72. I accept HMRC’s view that this property was purchased with a view to increasing its market value prior to resale as evidenced by Haigh Hudson’s comment just quoted.. Again Mrs Hashmi has failed to produce sufficient evidence to show “some degree of permanence, some degree of continuity or some expectation of continuity”. HMRC were correct to assess the gain, in the absence of any evidence or estimates of the cost of the improvements, on the difference between their estimate of the net proceeds sale and the total purchase costs.
73. In all three properties Mrs Hashmi has failed to produce sufficient evidence to convince me that she intended to live in them with some degree of permanence.
74. Accordingly I find that HMRC has satisfied the burdens of proof set down by TMA 1970 in respect of all three tax years. As a result the burden of proof passes to Mrs Hasmi to show that any of the three properties were acquired with the necessary “degree of permanence, some degree of continuity or some expectation of continuity” as required by Lord Justice Schlemann in Goodwin v Curtis. Mrs Hashmi has failed to satisfy me on the balance of probabilities that any of the three properties met the requirement and therefore do not qualify for private residence relief. The appeal is dismissed.

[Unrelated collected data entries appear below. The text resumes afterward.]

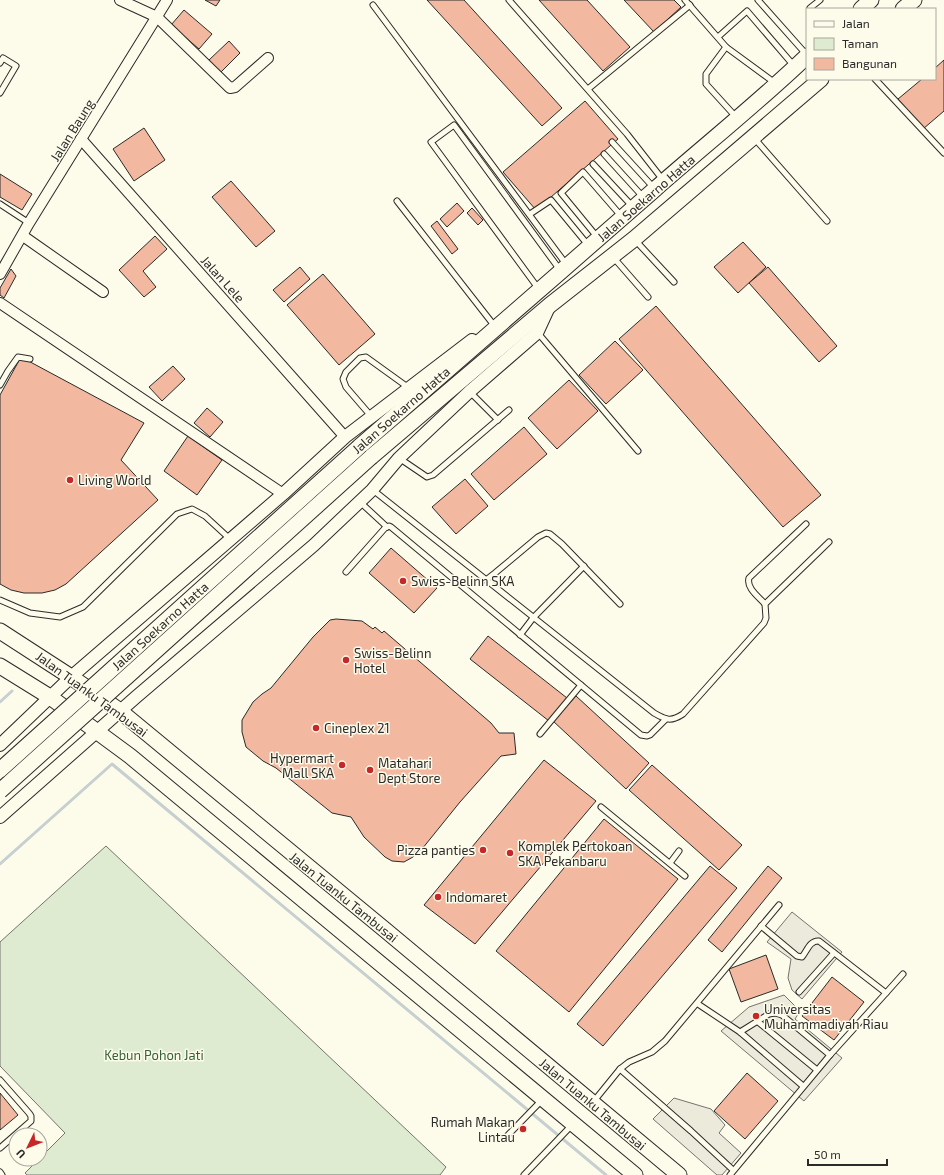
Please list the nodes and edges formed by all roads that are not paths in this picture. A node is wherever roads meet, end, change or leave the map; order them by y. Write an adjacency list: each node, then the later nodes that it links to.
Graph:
1 (120, 0): 14 (street)
2 (167, 0): 14 (street, Jalan Baung)
3 (509, 0): 25 (lane)
4 (685, 0): 10 (lane)
5 (758, 0): 17 (lane)
6 (820, 0): 11 (lane)
7 (871, 0): 12 (main road)
8 (914, 0): 13 (main road)
9 (373, 5): 37 (lane)
10 (690, 6): 15 (lane); 25 (lane)
11 (810, 8)
12 (862, 8)
13 (904, 8)
14 (157, 17): 19 (street); 29 (street, Jalan Baung)
15 (718, 37): 16 (lane); 21 (lane)
16 (726, 47): 24 (lane); 27 (lane)
17 (806, 55)
18 (806, 57): 21 (main road, Jalan Soekarno Hatta)
19 (268, 58)
20 (0, 63): 26 (lane)
21 (795, 68): 24 (main road, Jalan Soekarno Hatta)
22 (820, 80): 28 (main road, Jalan Soekarno Hatta)
23 (876, 80): 31 (lane)
24 (778, 85): 27 (main road, Jalan Soekarno Hatta)
25 (588, 89): 34 (lane)
26 (0, 93)
27 (738, 119): 34 (main road, Jalan Soekarno Hatta)
28 (753, 137): 38 (lane); 41 (main road, Jalan Soekarno Hatta)
29 (82, 139): 39 (street, Jalan Baung); 61 (street, Jalan Lele)
30 (612, 142): 34 (lane)
31 (944, 153)
32 (604, 154): 34 (lane)
33 (593, 164): 34 (lane)
34 (644, 199): 42 (main road, Jalan Soekarno Hatta); 42 (lane)
35 (397, 201): 52 (lane)
36 (0, 204): 39 (lane)
37 (530, 214): 42 (lane); 44 (lane)
38 (827, 221)
39 (29, 223): 40 (street, Jalan Baung)
40 (22, 236): 45 (street, Jalan Baung); 48 (street)
41 (634, 239): 43 (main road, Jalan Soekarno Hatta); 46 (lane)
42 (594, 242): 44 (main road, Jalan Soekarno Hatta)
43 (612, 256): 49 (lane); 51 (main road, Jalan Soekarno Hatta)
44 (560, 272): 47 (street); 47 (lane); 90 (main road, Jalan Soekarno Hatta, bridge)
45 (0, 274)
46 (674, 282)
47 (539, 289): 52 (street)
48 (103, 292)
49 (648, 297)
50 (0, 303): 65 (street)
51 (550, 304): 53 (street, Jalan Soekarno Hatta); 91 (main road, Jalan Soekarno Hatta, bridge)
52 (493, 324): 56 (street)
53 (537, 332): 57 (street, Jalan Soekarno Hatta); 62 (lane)
54 (30, 358): 55 (lane)
55 (0, 385)
56 (409, 388): 59 (street); 59 (lane)
57 (469, 392): 60 (lane); 63 (street, Jalan Soekarno Hatta)
58 (509, 410): 60 (lane)
59 (372, 417): 61 (street)
60 (498, 420): 63 (lane)
61 (345, 437): 65 (street)
62 (638, 451)
63 (399, 458): 64 (street, Jalan Soekarno Hatta)
64 (372, 490): 66 (street, Jalan Soekarno Hatta); 73 (lane)
65 (283, 494): 69 (street)
66 (360, 502): 68 (lane); 85 (street, Jalan Soekarno Hatta)
67 (806, 524): 76 (lane)
68 (387, 527): 72 (lane); 79 (lane)
69 (230, 539): 74 (lane); 81 (street)
70 (829, 542): 76 (lane)
71 (584, 566): 73 (lane); 75 (lane); 77 (lane)
72 (346, 572)
73 (486, 580): 77 (lane)
74 (0, 600)
75 (620, 604)
76 (765, 604): 86 (lane)
77 (533, 618): 79 (lane); 86 (lane)
78 (0, 631): 81 (main road, Jalan Tuanku Tambusai)
79 (520, 635): 82 (lane)
80 (0, 666): 83 (main road, Jalan Tuanku Tambusai)
81 (71, 677): 83 (street); 84 (main road); 85 (main road, Jalan Tuanku Tambusai)
82 (581, 685): 86 (lane); 88 (lane)
83 (50, 697): 84 (main road); 87 (main road, Jalan Tuanku Tambusai); 89 (street)
84 (86, 705): 85 (main road); 87 (main road)
85 (120, 712): 87 (street, Jalan Soekarno Hatta); 112 (main road, Jalan Tuanku Tambusai)
86 (666, 719)
87 (98, 731): 93 (street, Jalan Soekarno Hatta); 111 (main road, Jalan Tuanku Tambusai)
88 (540, 734)
89 (0, 745)
90 (0, 770)
91 (0, 791)
92 (600, 807): 95 (lane)
93 (0, 818)
94 (679, 851): 95 (lane)
95 (670, 863): 96 (lane)
96 (685, 876)
97 (779, 905): 98 (lane)
98 (761, 926): 99 (lane); 103 (lane)
99 (834, 953): 101 (lane); 102 (lane)
100 (904, 974): 102 (lane)
101 (799, 992)
102 (886, 994): 106 (lane)
103 (698, 1004): 105 (lane); 107 (lane)
104 (758, 1021): 105 (lane); 106 (lane); 108 (lane)
105 (740, 1032): 110 (lane)
106 (830, 1055): 108 (lane)
107 (620, 1069): 112 (lane); 117 (lane)
108 (817, 1070): 110 (lane)
109 (0, 1080): 115 (lane)
110 (803, 1086): 117 (lane)
111 (543, 1099): 113 (main road, Jalan Tuanku Tambusai); 114 (lane)
112 (592, 1104): 121 (main road, Jalan Tuanku Tambusai)
113 (573, 1124): 119 (lane); 120 (main road, Jalan Tuanku Tambusai)
114 (508, 1135)
115 (0, 1148)
116 (0, 1172): 118 (lane)
117 (732, 1173)
118 (2, 1175)
119 (524, 1175)
120 (636, 1175)
121 (679, 1175)

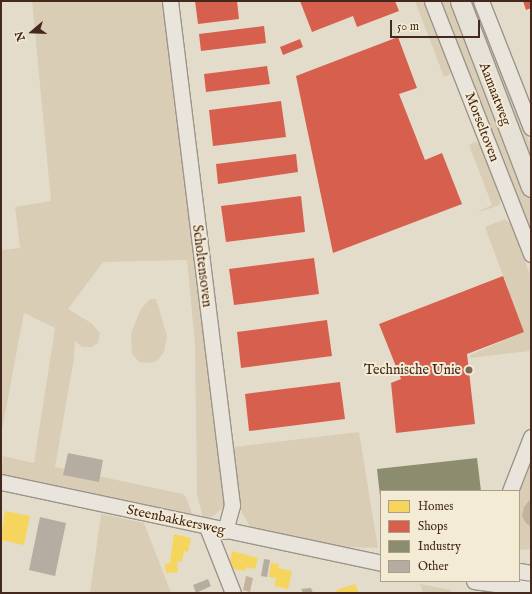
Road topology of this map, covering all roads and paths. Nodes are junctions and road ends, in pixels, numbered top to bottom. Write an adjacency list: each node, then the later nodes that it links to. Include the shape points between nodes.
1 (170, 1): 12 (street, Scholtensoven, via 232,505)
2 (432, 1): 7 (street, Morseltoven)
3 (460, 1): 6 (main road, Aamaatweg)
4 (481, 1): 5 (street)
5 (531, 128)
6 (531, 187)
7 (531, 254)
8 (531, 437): 10 (street)
9 (1, 482): 11 (street, Steenbakkersweg)
10 (510, 490)
11 (207, 527): 12 (street, Steenbakkersweg); 20 (street)
12 (226, 531): 13 (street, Steenbakkersweg)
13 (352, 557): 14 (street, Steenbakkersweg); 15 (street, Steenbakkersweg)
14 (380, 557)
15 (380, 563)
16 (520, 571): 17 (street)
17 (531, 572)
18 (481, 582): 19 (street)
19 (531, 589)
20 (233, 593)

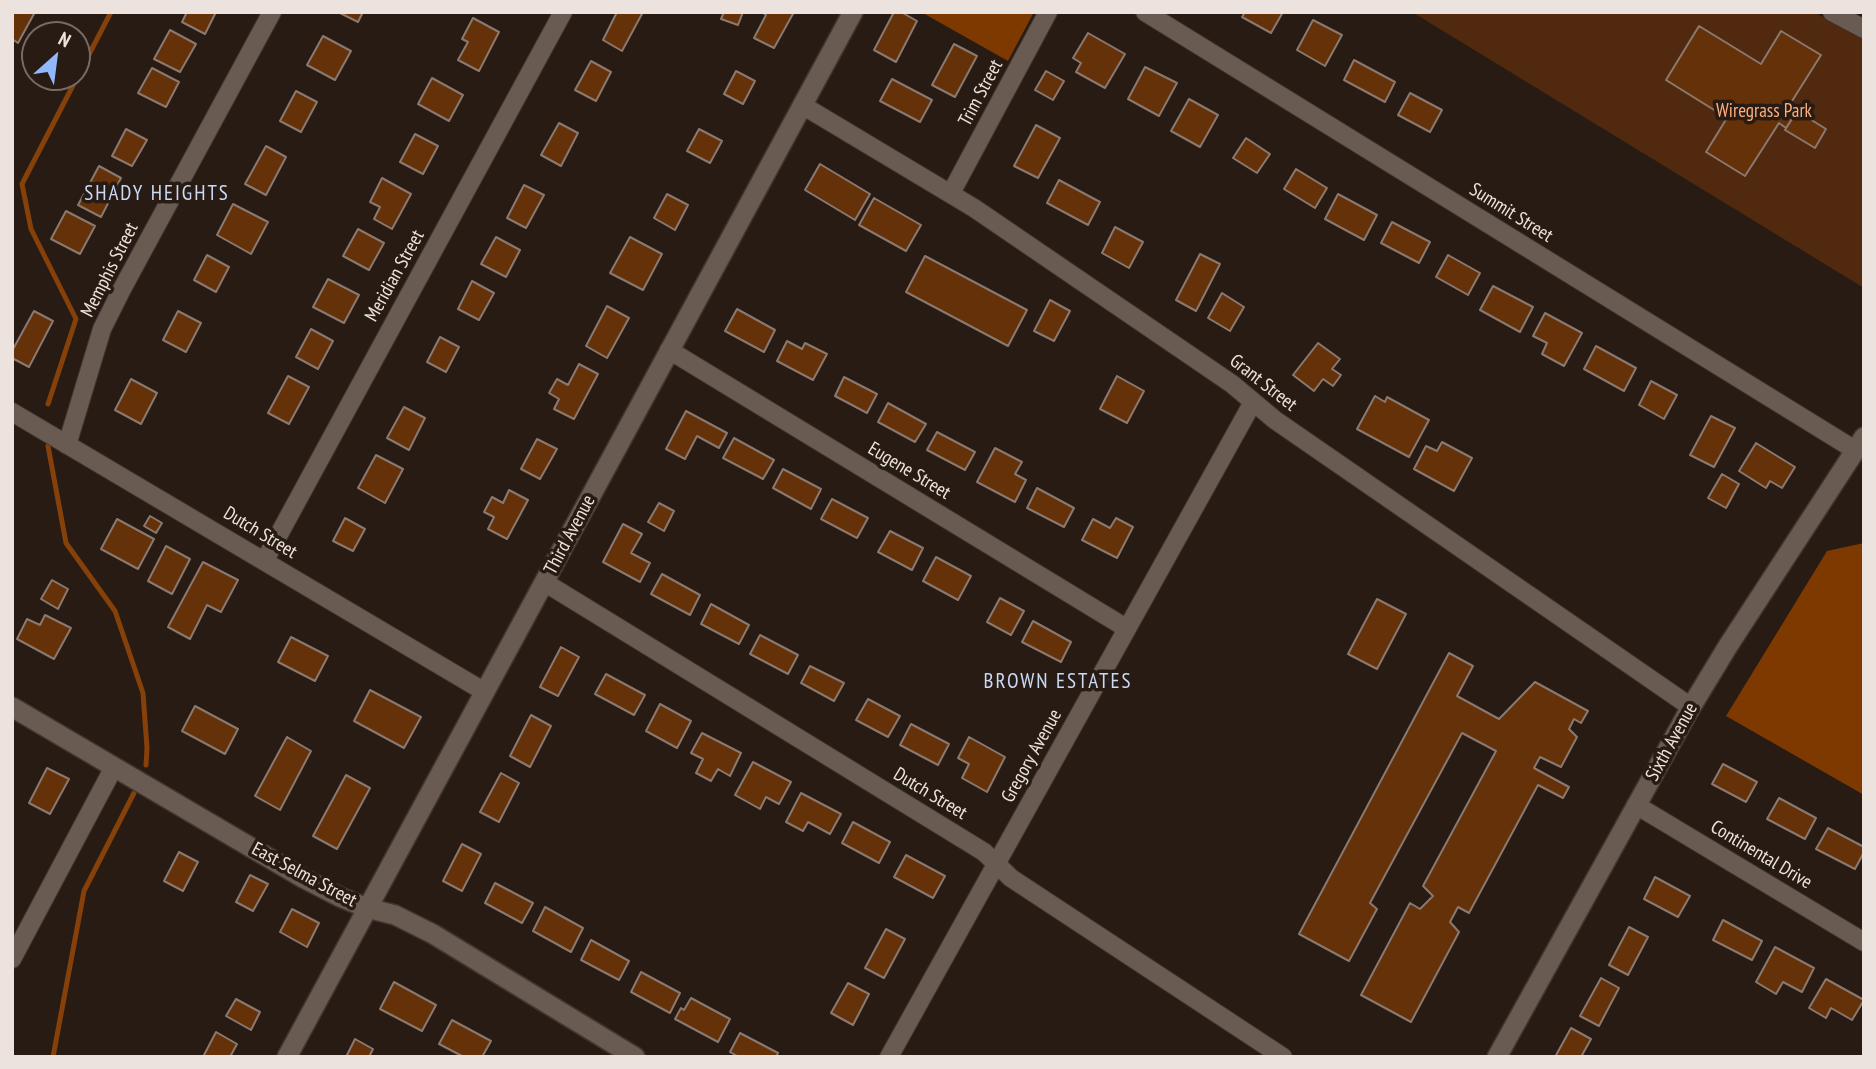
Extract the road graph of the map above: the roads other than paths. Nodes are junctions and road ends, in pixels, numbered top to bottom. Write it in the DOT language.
graph roads {
  1 [pos="272,12"];
  2 [pos="563,12"];
  3 [pos="853,12"];
  4 [pos="1048,12"];
  5 [pos="1145,12"];
  6 [pos="1832,12"];
  7 [pos="1864,29"];
  8 [pos="802,104"];
  9 [pos="951,193"];
  10 [pos="669,350"];
  11 [pos="1253,402"];
  12 [pos="12,412"];
  13 [pos="1859,443"];
  14 [pos="67,445"];
  15 [pos="265,560"];
  16 [pos="544,582"];
  17 [pos="1126,628"];
  18 [pos="485,692"];
  19 [pos="12,707"];
  20 [pos="1691,707"];
  21 [pos="114,767"];
  22 [pos="1636,805"];
  23 [pos="997,864"];
  24 [pos="366,908"];
  25 [pos="1864,942"];
  26 [pos="12,959"];
  27 [pos="287,1057"];
  28 [pos="635,1057"];
  29 [pos="889,1057"];
  30 [pos="1283,1057"];
  31 [pos="1497,1057"];
  1 -- 14 [label="street, Memphis Street"];
  2 -- 15 [label="street, Meridian Street"];
  3 -- 8 [label="street, Third Avenue"];
  4 -- 9 [label="street, Trim Street"];
  5 -- 13 [label="street, Summit Street"];
  6 -- 7 [label="street"];
  8 -- 9 [label="street, Grant Street"];
  8 -- 10 [label="street, Third Avenue"];
  9 -- 11 [label="street, Grant Street"];
  10 -- 16 [label="street, Third Avenue"];
  10 -- 17 [label="street, Eugene Street"];
  11 -- 17 [label="street, Gregory Avenue"];
  11 -- 20 [label="street, Grant Street"];
  12 -- 14 [label="street, Dutch Street"];
  13 -- 20 [label="street, Sixth Avenue"];
  14 -- 15 [label="street, Dutch Street"];
  15 -- 18 [label="street, Dutch Street"];
  16 -- 18 [label="street, Third Avenue"];
  16 -- 23 [label="street, Dutch Street"];
  17 -- 23 [label="street, Gregory Avenue"];
  18 -- 24 [label="street, Third Avenue"];
  19 -- 21 [label="street, East Selma Street"];
  20 -- 22 [label="street, Sixth Avenue"];
  21 -- 24 [label="street, East Selma Street"];
  21 -- 26 [label="street"];
  22 -- 25 [label="street, Continental Drive"];
  22 -- 31 [label="street, Sixth Avenue"];
  23 -- 29 [label="street, Gregory Avenue"];
  23 -- 30 [label="street, Dutch Street"];
  24 -- 27 [label="street, Third Avenue"];
  24 -- 28 [label="street, East Selma Street"];
}
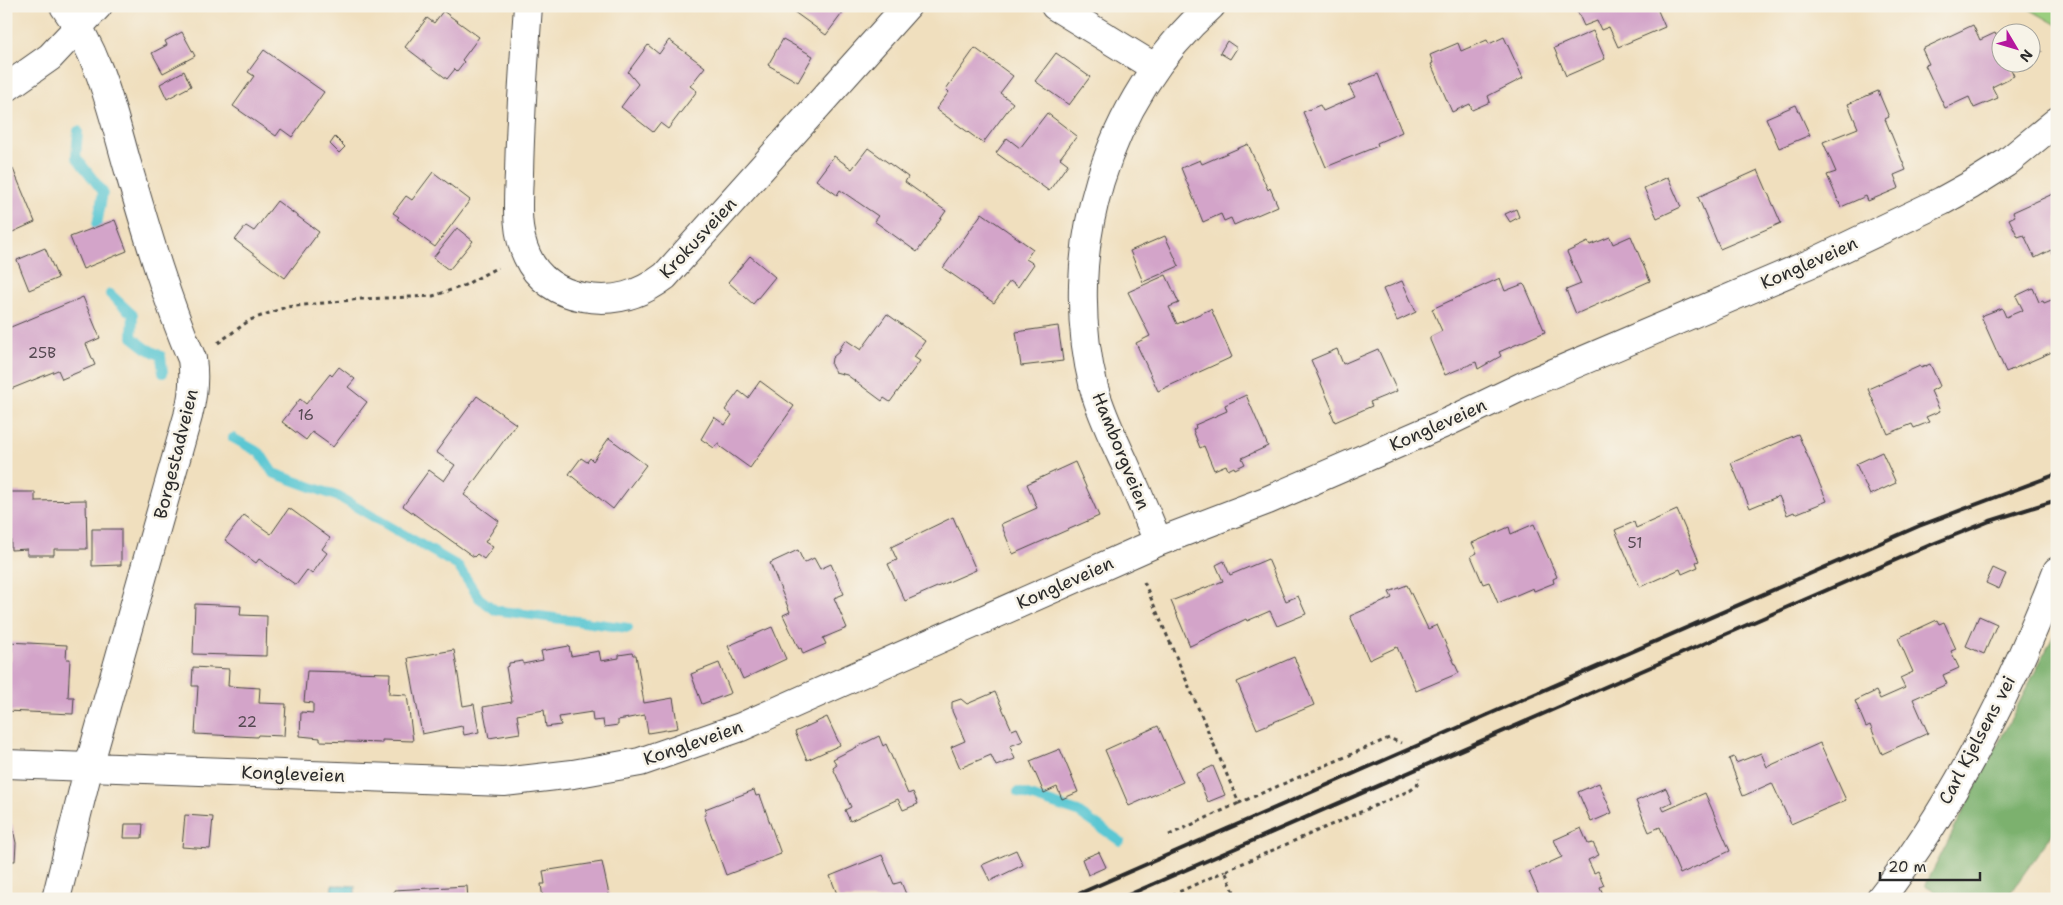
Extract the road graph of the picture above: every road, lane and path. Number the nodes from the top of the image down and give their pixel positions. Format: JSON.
{"nodes":[{"id":1,"x":98,"y":6,"type":"edge"},
{"id":2,"x":528,"y":6,"type":"edge"},
{"id":3,"x":907,"y":6,"type":"edge"},
{"id":4,"x":1055,"y":6,"type":"edge"},
{"id":5,"x":1211,"y":6,"type":"edge"},
{"id":6,"x":72,"y":17,"type":"edge"},
{"id":7,"x":1154,"y":67,"type":"junction"},
{"id":8,"x":6,"y":88,"type":"edge"},
{"id":9,"x":2057,"y":121,"type":"edge"},
{"id":10,"x":522,"y":246,"type":"junction"},
{"id":11,"x":192,"y":359,"type":"junction"},
{"id":12,"x":1158,"y":542,"type":"junction"},
{"id":13,"x":2057,"y":571,"type":"edge"},
{"id":14,"x":1143,"y":579,"type":"dead end"},
{"id":15,"x":1401,"y":743,"type":"dead end"},
{"id":16,"x":6,"y":764,"type":"edge"},
{"id":17,"x":89,"y":766,"type":"junction"},
{"id":18,"x":1419,"y":778,"type":"dead end"},
{"id":19,"x":1239,"y":803,"type":"junction"},
{"id":20,"x":1169,"y":835,"type":"dead end"},
{"id":21,"x":1225,"y":871,"type":"junction"},
{"id":22,"x":1172,"y":895,"type":"dead end"},
{"id":23,"x":56,"y":899,"type":"edge"},
{"id":24,"x":1237,"y":899,"type":"edge"},
{"id":25,"x":1880,"y":899,"type":"edge"}],
"edges":[{"from":1,"to":6,"type":"street"},
{"from":2,"to":10,"type":"street","name":"Krokusveien"},
{"from":3,"to":10,"type":"street","name":"Krokusveien"},
{"from":4,"to":7,"type":"street"},
{"from":5,"to":7,"type":"street","name":"Hamborgveien"},
{"from":6,"to":8,"type":"street"},
{"from":6,"to":11,"type":"street","name":"Borgestadveien"},
{"from":7,"to":12,"type":"street","name":"Hamborgveien"},
{"from":9,"to":12,"type":"street","name":"Kongleveien"},
{"from":10,"to":11,"type":"path"},
{"from":11,"to":17,"type":"street","name":"Borgestadveien"},
{"from":12,"to":17,"type":"street","name":"Kongleveien"},
{"from":13,"to":25,"type":"street","name":"Carl Kjelsens vei"},
{"from":14,"to":19,"type":"path"},
{"from":15,"to":19,"type":"path"},
{"from":16,"to":17,"type":"street","name":"Kongleveien"},
{"from":17,"to":23,"type":"street","name":"Borgestadveien"},
{"from":18,"to":21,"type":"path"},
{"from":19,"to":20,"type":"path"},
{"from":21,"to":22,"type":"path"},
{"from":21,"to":24,"type":"path"}]}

Right to apply for permission to appeal
75. This document contains full findings of fact and reasons for the decision. Any party dissatisfied with this decision has a right to apply for permission to appeal against it pursuant to Rule 39 of the Tribunal Procedure (First-tier Tribunal) (Tax Chamber) Rules 2009. The application must be received by this Tribunal not later than 56 days after this decision is sent to that party. The parties are referred to “Guidance to accompany a Decision from the First-tier Tribunal (Tax Chamber)” which accompanies and forms part of this decision notice.